Best Visiting Production
It’s always a problem, this one. There are always so many contenders: this year the RSC’s version of Roald Dahl’s Matilda the Musical, Opera North’s gloriously melodramatic Tosca, or the same company’s comic, light, frothy, romantic but also a bit debauched The Merry Widow, both at Newcastle Theatre Royal. These are gorgeous, big, impressive, expensive shows, but in the end I settled for something on a much smaller scale, The Abbey Theatre, Dublin, production of Roddy Doyle’s Two Pints at Live Theatre. Why? Because it’s a play which has so much to tell us of the human condition and our own lives, our feelings and relationships, leaving us not uplifted as the others did, but sadder and wiser people than we were before.
This is the category which I use to focus attention on productions which are a bit out-of-the-ordinary, a bit off-the-wall and well worth seeing. There are two this year which are not only different from everything else but very different from each other.

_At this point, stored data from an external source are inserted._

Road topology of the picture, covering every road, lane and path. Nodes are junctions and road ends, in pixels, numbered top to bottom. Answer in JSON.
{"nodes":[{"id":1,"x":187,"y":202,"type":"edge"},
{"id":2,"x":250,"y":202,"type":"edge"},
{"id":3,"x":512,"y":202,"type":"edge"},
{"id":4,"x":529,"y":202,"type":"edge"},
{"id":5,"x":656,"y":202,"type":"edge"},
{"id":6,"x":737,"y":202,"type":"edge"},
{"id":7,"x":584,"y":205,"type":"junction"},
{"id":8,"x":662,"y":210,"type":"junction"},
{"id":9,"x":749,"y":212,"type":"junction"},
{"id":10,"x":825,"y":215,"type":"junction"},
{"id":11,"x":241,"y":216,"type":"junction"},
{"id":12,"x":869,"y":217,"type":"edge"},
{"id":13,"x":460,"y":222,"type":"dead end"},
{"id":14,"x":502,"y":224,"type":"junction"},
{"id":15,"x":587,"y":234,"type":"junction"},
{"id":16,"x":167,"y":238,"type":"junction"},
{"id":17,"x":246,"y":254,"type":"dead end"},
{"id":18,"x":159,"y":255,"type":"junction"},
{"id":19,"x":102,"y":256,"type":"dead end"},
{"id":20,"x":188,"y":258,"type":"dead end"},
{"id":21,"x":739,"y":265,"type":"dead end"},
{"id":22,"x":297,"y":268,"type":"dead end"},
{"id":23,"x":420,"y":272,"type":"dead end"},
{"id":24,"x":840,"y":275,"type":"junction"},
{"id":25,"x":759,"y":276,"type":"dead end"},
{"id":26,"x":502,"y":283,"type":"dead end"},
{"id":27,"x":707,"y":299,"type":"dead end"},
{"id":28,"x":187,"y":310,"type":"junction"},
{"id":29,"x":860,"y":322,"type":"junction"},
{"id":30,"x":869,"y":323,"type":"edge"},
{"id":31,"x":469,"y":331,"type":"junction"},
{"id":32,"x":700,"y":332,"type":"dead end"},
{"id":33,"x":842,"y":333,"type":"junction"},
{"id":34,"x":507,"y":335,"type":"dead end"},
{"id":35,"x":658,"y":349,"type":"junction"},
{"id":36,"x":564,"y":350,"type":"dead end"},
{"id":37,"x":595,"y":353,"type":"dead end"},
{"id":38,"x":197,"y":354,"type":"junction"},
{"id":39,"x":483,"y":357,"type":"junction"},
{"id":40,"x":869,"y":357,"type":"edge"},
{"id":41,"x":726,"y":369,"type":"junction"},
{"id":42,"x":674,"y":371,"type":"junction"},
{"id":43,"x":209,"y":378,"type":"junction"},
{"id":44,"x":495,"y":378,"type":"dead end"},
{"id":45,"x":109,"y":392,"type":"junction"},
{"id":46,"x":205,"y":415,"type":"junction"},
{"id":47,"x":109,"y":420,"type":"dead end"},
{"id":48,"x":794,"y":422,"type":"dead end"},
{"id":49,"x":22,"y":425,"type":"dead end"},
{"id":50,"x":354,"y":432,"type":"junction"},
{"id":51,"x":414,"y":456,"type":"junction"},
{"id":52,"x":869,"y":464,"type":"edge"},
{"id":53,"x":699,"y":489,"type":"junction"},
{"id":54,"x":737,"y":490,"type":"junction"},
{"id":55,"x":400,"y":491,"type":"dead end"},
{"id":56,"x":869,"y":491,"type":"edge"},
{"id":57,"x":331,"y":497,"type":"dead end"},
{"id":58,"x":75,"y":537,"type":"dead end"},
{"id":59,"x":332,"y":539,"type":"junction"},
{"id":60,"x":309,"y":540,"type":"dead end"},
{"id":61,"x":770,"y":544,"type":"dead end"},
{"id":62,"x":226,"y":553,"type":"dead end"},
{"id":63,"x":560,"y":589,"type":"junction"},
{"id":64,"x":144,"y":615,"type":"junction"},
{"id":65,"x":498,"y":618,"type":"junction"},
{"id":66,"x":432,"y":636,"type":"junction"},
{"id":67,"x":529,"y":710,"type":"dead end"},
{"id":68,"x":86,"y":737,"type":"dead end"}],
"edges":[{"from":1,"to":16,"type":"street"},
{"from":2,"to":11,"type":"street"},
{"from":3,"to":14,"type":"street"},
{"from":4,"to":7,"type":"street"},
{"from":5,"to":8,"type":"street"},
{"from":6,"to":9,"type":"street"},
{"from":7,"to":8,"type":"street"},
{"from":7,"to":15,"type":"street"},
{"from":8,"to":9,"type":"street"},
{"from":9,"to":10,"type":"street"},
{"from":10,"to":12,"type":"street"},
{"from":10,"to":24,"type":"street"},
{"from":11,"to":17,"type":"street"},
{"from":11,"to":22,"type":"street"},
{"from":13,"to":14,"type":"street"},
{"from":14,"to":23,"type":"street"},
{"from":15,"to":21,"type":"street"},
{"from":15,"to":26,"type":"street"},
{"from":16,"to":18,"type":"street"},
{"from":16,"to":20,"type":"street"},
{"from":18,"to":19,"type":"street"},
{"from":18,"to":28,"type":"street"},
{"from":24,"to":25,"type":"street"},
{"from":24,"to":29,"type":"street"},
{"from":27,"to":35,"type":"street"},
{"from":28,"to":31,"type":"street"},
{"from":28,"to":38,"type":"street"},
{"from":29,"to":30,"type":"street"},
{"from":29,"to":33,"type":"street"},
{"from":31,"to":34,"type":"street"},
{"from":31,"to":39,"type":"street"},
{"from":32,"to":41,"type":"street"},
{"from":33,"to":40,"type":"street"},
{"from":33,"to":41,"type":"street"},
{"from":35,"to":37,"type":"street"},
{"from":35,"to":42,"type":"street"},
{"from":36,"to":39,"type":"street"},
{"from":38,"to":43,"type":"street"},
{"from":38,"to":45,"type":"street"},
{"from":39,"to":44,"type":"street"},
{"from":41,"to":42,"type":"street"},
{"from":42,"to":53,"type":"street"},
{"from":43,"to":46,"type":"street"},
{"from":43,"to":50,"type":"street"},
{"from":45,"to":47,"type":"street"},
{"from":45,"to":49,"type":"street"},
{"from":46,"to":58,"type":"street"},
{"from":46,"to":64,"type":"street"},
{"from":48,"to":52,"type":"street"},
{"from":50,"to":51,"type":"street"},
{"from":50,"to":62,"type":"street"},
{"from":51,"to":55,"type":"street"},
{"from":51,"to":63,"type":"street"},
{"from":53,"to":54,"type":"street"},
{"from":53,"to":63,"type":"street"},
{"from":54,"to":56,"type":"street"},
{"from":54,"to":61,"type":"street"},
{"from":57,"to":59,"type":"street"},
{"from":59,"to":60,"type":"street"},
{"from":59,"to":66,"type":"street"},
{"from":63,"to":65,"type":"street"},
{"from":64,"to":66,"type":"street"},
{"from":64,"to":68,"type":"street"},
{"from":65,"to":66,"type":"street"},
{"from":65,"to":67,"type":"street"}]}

This World Here... Nomhlaba Le is a co-production between Newcastle-based Curious Monkey and NADO SA, also Newcastle-based but this time in Newcastle in KwaZulu Natal, South Africa. The company—three men and one woman from South Africa, two women and one man from England—came together in three international exchanges to create the piece which uses direct addressing of the audience, music, dialogue and physical theatre to talk about selfhood, home, and what happens when you travel thousands of miles to meet a new culture. The mixture of Geordie and South African culture was fascinating as, for example, when the NE folk song “The Watter o’ Tyne” morphs into something very South African.
don’t forget the birds is a new piece by the region’s most well-established women’s theatre company, Open Clasp. It’s a follow-up to their most successful production, 2014’s Key Change, and it could almost be a normal verbatim piece about a woman leaving prison and she and her daughter learning how to get to know each other and live together again, except that the two women are not played by any of the region’s top female actors, all of whom are more than happy to work for Open Clasp, but by the mother and daughter themselves—the ultimate in verbatim theatre—and a very powerful and moving piece.